Service Mesh (ASM) provides built-in monitoring and alerting based on service level objectives (SLOs). SLO monitoring tracks performance metrics -- such as latency and error rate -- for calls between application services, giving application developers, platform operators, and O&M personnel a shared benchmark to measure and improve service quality.
Key terms
Service level indicator (SLI): A quantitative metric that measures service health, such as availability or response latency.
Service level objective (SLO): A target percentage for an SLI over a defined period. An SLO consists of one or more SLIs. Combining multiple SLIs into one SLO provides a more accurate picture of overall service health.
Error budget: The amount of allowable unreliability derived from an SLO target (100% - SLO target). Use the error budget to balance reliability with development velocity -- it represents the risk budget you can invest in shipping features.
SLO examples:
Average queries per second (QPS) > 100,000/s
Latency of 99% of requests < 500 ms
Bandwidth per minute for 99% of requests > 200 MB/s
SLI types
ASM supports two SLI types:
| SLI type | What it measures | Plug-in type | Failure condition |
|---|---|---|---|
| Service availability | The proportion of requests that receive a successful response | availability | HTTP status code is 429 or 5XX (any code starting with 5) |
| Latency | The time for a service to return a response | latency | Response time exceeds the specified maximum |
Set meaningful objectives
Objectives should reflect real user impact. For example, if users cannot perceive the difference between 200 ms and 600 ms latency, set the latency objective to 600 ms.

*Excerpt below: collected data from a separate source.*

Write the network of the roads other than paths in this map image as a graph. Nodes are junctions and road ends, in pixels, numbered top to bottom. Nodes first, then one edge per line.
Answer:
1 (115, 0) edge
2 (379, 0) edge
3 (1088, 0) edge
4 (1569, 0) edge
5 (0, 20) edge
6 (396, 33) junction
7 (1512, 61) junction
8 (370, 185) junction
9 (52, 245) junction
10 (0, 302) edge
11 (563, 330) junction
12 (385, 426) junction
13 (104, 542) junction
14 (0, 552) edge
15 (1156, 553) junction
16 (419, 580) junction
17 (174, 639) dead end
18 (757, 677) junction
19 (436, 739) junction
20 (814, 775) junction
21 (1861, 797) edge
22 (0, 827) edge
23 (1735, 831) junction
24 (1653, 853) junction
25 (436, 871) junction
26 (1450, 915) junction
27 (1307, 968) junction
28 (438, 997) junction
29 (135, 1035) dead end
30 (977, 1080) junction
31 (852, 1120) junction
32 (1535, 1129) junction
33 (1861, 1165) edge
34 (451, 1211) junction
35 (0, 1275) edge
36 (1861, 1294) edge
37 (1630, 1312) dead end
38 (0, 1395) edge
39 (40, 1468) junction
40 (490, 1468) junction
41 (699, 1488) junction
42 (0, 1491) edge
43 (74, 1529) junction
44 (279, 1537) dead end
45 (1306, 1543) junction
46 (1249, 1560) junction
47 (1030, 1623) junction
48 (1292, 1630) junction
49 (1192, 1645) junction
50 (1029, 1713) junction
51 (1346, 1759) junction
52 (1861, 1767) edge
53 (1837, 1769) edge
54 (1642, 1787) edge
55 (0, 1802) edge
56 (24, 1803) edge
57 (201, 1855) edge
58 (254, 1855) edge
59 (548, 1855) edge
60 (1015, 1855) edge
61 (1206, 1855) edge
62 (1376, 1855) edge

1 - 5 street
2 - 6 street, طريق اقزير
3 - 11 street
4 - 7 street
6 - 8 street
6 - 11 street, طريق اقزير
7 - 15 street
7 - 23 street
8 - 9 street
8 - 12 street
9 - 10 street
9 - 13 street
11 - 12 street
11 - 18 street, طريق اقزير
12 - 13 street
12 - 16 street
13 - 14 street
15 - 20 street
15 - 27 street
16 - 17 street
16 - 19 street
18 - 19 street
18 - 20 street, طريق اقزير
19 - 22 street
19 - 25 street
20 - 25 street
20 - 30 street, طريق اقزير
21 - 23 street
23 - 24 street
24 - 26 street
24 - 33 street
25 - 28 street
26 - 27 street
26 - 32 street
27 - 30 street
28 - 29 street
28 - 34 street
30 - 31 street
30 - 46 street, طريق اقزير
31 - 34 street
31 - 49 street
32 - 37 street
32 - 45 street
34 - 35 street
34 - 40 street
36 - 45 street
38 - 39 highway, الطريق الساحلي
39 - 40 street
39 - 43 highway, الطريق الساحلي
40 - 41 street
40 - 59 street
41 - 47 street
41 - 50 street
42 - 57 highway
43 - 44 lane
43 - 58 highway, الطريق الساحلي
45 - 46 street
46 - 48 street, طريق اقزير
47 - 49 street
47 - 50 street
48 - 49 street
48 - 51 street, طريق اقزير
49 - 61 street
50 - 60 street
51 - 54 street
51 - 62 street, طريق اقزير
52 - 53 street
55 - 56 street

Different services warrant different targets based on their criticality:
| Availability target | Approximate downtime per year | Typical use |
|---|---|---|
| 99% | ~3 days | Non-critical services |
| 99.999% | ~5 minutes | Mission-critical services |
Compliance period
The compliance period defines how long SLIs are measured against the SLO target. The same target percentage has very different implications at different time scales:
| Compliance period | 99% availability allows continuous downtime of up to |
|---|---|
| 1 day | ~14 minutes (24 hours x 1%) |
| 30 days | ~7 hours (30 days x 1%) |
ASM supports compliance periods of 7, 14, 28, and 30 days.
Error budget
The error budget quantifies how much failure an SLO permits before a violation occurs.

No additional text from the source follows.